- Chris Stapper
- 4 min
The world of technology is changing rapidly and drives innovation beyond our wildest imagination. What are the next steps in AI, robotization, Internet of Things and blockchain?
The often-overlooked part is the human side of technology. Does the technology work for us, or do we work for the technology? Do we provide the technology with the right data? Does everyone benefit equally from our current technological capacity? These questions are prevalent throughout society. They also power the Human Side of IT event.
What is ‘good’ IT & you be you
The human behind the (IT) professional, to us, is part of the question of how to do ‘good’ IT anno 2022. Being one’s authentic self is part of what a person can bring to their team. But more importantly, being able to be yourself is one of the most important values a company should have. This means part of the sessions during the Human Side of IT event are about ‘the person behind the technology’. We were very happy to have the acclaimed workshop “Overcome resistance with the power of ‘verwondering‘” by Anne Colder. She took us through various Star Trek-themed exercises, where we learned about how to use respect, empathy, curiosity and an open mind in order to understand each other better and to overcome resistance. We were also thrilled to have a central keynote by Carolien Tijssen who shared her vision on psychological safety in teams and enriched her presentation with several practical ideas and interventions that can help your team move towards psychological safety.
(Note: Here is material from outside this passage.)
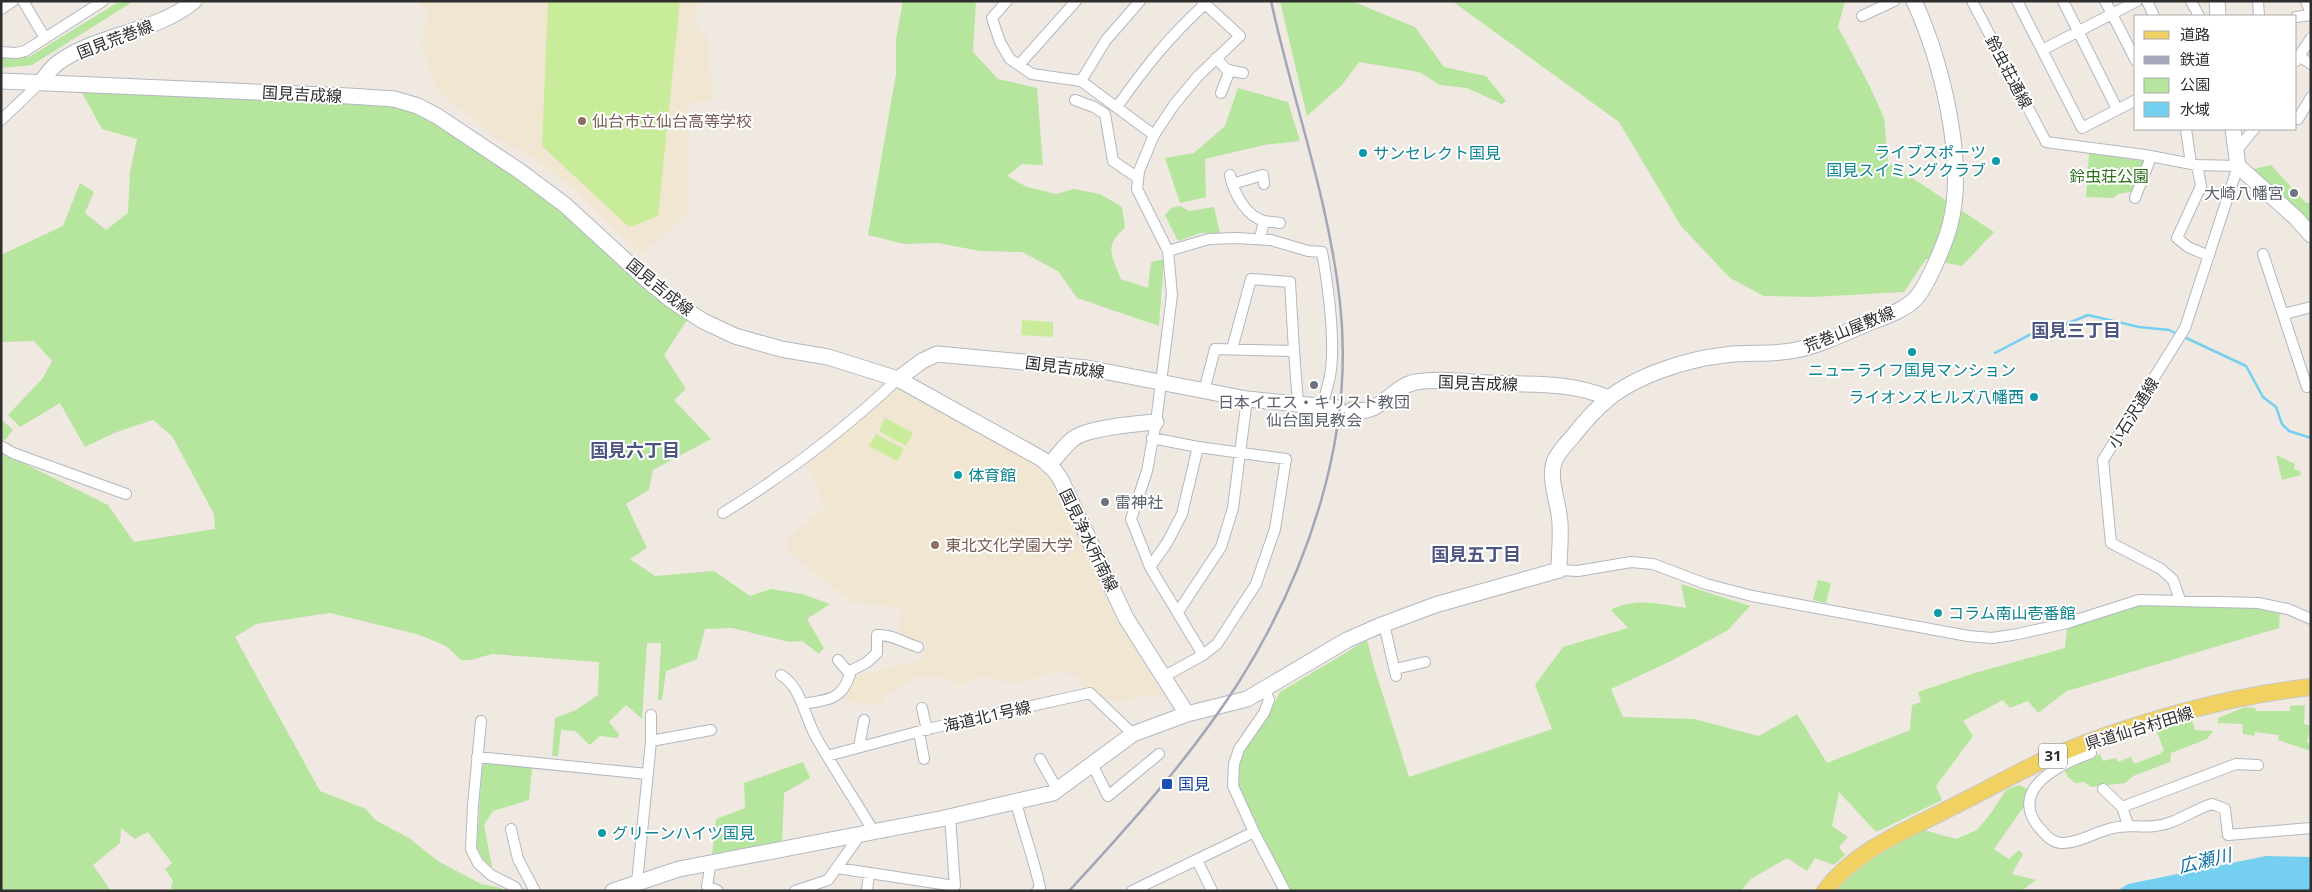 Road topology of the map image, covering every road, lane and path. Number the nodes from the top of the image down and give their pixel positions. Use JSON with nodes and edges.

Your safety feeling could be different from another's.
In the afternoon, Julia Jakimenko and Kim Cratsz from the Women in tech community gave a workshop that covered the importance of representation of women in IT and the impact of the pandemic on women’s work/life balance and maternity. We saw data and research, but this session also brought new insights and ideas through a lot of interaction with the audience.
To tech or not to tech? That is the question!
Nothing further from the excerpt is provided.